■ **Supplied records**:
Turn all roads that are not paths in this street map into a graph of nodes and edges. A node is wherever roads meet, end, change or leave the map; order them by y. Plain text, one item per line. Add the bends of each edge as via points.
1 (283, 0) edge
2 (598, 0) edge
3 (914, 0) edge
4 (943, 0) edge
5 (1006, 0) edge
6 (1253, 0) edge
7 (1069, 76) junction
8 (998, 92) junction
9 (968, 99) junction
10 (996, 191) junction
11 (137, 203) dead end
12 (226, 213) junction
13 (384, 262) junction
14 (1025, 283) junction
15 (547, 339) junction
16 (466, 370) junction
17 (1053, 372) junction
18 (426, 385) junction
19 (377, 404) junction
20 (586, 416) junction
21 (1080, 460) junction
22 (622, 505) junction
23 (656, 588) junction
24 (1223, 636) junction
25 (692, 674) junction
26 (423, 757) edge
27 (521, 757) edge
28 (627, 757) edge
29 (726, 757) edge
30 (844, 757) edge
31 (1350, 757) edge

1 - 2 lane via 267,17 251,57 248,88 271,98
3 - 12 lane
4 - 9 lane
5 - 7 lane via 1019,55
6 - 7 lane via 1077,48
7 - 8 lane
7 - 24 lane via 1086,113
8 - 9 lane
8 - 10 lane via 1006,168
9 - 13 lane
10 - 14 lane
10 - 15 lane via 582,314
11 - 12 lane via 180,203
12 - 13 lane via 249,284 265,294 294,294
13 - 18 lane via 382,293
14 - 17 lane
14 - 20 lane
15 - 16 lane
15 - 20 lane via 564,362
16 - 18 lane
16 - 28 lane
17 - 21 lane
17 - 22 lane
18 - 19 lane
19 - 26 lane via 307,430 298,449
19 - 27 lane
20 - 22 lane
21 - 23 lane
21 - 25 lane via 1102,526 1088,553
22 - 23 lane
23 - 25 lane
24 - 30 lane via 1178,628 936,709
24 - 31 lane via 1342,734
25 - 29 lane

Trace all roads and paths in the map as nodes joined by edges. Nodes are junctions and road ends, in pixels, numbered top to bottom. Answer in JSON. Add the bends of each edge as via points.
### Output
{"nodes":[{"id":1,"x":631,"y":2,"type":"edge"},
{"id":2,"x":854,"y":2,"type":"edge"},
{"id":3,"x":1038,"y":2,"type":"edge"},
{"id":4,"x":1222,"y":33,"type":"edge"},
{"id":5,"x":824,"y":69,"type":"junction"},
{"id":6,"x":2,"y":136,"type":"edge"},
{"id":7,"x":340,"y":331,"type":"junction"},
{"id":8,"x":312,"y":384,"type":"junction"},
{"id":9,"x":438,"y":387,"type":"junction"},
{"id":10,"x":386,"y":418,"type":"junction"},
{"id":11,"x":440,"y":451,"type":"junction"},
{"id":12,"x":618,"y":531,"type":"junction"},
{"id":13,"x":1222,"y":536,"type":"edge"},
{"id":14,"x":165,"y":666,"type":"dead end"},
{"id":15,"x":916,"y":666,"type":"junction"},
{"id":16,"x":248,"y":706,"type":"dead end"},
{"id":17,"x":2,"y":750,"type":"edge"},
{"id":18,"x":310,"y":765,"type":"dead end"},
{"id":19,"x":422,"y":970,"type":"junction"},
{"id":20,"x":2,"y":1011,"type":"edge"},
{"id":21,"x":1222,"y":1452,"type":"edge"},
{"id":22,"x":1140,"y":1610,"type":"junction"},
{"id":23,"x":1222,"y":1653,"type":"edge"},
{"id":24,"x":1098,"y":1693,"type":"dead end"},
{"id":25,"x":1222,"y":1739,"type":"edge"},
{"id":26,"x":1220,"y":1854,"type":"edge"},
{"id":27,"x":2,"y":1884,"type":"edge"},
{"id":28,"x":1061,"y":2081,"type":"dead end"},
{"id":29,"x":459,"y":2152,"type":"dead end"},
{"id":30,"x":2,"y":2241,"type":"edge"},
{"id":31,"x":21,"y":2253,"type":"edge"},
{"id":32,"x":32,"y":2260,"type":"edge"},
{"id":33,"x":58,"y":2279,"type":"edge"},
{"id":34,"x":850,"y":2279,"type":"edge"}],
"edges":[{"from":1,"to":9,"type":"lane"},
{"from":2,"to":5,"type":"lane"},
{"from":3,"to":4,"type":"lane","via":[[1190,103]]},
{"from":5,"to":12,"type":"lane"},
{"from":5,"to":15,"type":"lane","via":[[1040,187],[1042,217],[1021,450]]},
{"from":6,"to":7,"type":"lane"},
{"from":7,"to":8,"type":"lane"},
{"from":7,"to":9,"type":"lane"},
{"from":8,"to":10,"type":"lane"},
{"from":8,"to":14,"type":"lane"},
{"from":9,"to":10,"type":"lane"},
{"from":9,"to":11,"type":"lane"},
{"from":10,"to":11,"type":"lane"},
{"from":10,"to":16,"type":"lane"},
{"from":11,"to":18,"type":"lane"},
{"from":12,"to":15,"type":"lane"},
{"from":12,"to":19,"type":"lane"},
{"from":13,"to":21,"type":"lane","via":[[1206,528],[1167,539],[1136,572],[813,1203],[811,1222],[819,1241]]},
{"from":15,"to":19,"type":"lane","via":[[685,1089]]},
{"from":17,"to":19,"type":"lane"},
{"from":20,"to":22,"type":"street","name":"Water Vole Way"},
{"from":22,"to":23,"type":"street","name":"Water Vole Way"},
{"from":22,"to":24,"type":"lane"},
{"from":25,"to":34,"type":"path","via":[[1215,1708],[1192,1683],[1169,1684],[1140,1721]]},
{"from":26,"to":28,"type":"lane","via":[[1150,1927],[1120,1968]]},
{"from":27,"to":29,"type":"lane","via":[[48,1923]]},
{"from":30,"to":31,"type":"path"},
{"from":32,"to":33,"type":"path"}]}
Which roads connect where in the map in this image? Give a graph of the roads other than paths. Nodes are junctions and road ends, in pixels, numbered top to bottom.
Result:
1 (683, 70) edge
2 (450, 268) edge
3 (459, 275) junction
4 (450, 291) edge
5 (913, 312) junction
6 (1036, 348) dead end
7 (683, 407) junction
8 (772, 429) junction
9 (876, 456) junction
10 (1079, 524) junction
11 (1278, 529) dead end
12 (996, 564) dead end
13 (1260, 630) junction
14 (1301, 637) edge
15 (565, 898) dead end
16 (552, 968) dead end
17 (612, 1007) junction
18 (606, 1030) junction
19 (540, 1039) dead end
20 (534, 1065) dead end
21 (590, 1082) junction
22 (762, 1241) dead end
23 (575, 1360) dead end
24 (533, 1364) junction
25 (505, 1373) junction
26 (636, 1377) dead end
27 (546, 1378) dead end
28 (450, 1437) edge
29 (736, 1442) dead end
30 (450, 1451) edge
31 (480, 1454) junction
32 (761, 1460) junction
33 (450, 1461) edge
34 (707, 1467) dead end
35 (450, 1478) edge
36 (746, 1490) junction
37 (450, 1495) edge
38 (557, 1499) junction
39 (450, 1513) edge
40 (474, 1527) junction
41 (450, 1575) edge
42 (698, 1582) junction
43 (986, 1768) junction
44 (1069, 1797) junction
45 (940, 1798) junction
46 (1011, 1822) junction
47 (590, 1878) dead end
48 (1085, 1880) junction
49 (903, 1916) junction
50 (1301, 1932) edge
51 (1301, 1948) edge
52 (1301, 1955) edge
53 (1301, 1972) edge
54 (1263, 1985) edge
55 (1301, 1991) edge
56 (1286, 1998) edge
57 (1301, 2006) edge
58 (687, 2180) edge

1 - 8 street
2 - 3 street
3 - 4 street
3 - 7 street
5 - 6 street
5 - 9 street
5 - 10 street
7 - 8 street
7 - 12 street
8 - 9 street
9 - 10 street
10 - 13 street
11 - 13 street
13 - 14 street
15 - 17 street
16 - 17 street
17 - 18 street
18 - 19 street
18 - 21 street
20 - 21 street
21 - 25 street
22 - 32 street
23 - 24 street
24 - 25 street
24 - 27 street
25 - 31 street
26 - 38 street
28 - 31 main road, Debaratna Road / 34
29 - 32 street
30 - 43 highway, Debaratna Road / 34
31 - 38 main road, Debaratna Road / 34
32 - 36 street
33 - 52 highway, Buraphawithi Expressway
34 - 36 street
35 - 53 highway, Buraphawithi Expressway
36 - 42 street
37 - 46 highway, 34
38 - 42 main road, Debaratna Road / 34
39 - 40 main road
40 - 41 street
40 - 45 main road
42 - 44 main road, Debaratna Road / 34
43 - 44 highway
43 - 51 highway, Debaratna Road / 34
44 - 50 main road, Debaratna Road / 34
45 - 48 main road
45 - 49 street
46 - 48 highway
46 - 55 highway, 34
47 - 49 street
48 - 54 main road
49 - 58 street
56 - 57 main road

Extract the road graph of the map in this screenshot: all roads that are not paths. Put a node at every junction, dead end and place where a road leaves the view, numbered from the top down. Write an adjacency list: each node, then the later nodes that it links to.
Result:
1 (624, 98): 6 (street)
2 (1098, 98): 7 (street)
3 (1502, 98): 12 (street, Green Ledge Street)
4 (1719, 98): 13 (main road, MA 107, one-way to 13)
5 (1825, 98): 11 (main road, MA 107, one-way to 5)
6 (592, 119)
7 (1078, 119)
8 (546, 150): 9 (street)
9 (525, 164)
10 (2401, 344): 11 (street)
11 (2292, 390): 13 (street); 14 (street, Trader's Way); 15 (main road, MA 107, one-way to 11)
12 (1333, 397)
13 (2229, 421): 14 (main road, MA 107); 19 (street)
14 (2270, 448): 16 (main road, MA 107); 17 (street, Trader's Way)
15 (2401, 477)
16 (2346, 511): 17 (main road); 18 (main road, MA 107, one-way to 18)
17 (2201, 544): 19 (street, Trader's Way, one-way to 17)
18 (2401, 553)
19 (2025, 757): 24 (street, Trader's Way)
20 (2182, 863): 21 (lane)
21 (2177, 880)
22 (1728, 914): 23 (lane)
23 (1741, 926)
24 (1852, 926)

■ **Exercise goal**:
Look over the listing. Pull out every line with the string "bottom" in it.

■ **Response**:
Trace all roads and paths in the map as nodes joined by edges. Nodes are junctions and road ends, in pixels, numbered top to bottom. Answer in JSON. Add the bends of each edge as via points.
Which roads connect where in the map in this image? Give a graph of the roads other than paths. Nodes are junctions and road ends, in pixels, numbered top to bottom.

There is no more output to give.